* Assignment *
Pull every line with "Cartwright" from the entries below.
=== Exercise data ===
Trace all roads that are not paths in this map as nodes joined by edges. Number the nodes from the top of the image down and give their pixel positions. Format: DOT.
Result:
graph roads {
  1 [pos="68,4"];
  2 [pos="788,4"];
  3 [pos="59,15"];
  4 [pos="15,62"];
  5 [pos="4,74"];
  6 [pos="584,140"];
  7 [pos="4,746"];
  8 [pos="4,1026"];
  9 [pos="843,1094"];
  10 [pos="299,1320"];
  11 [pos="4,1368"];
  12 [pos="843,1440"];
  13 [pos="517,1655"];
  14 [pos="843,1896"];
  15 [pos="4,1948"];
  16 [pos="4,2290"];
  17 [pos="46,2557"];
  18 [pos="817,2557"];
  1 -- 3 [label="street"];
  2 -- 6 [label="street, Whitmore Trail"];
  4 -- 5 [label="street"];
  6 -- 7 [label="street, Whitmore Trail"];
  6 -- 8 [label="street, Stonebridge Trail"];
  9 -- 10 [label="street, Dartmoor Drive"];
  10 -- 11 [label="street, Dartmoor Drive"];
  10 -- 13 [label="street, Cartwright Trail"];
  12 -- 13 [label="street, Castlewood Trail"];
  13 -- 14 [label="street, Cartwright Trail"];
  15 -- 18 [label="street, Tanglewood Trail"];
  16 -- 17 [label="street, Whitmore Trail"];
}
===
* Written response *
  10 -- 13 [label="street, Cartwright Trail"];
  13 -- 14 [label="street, Cartwright Trail"];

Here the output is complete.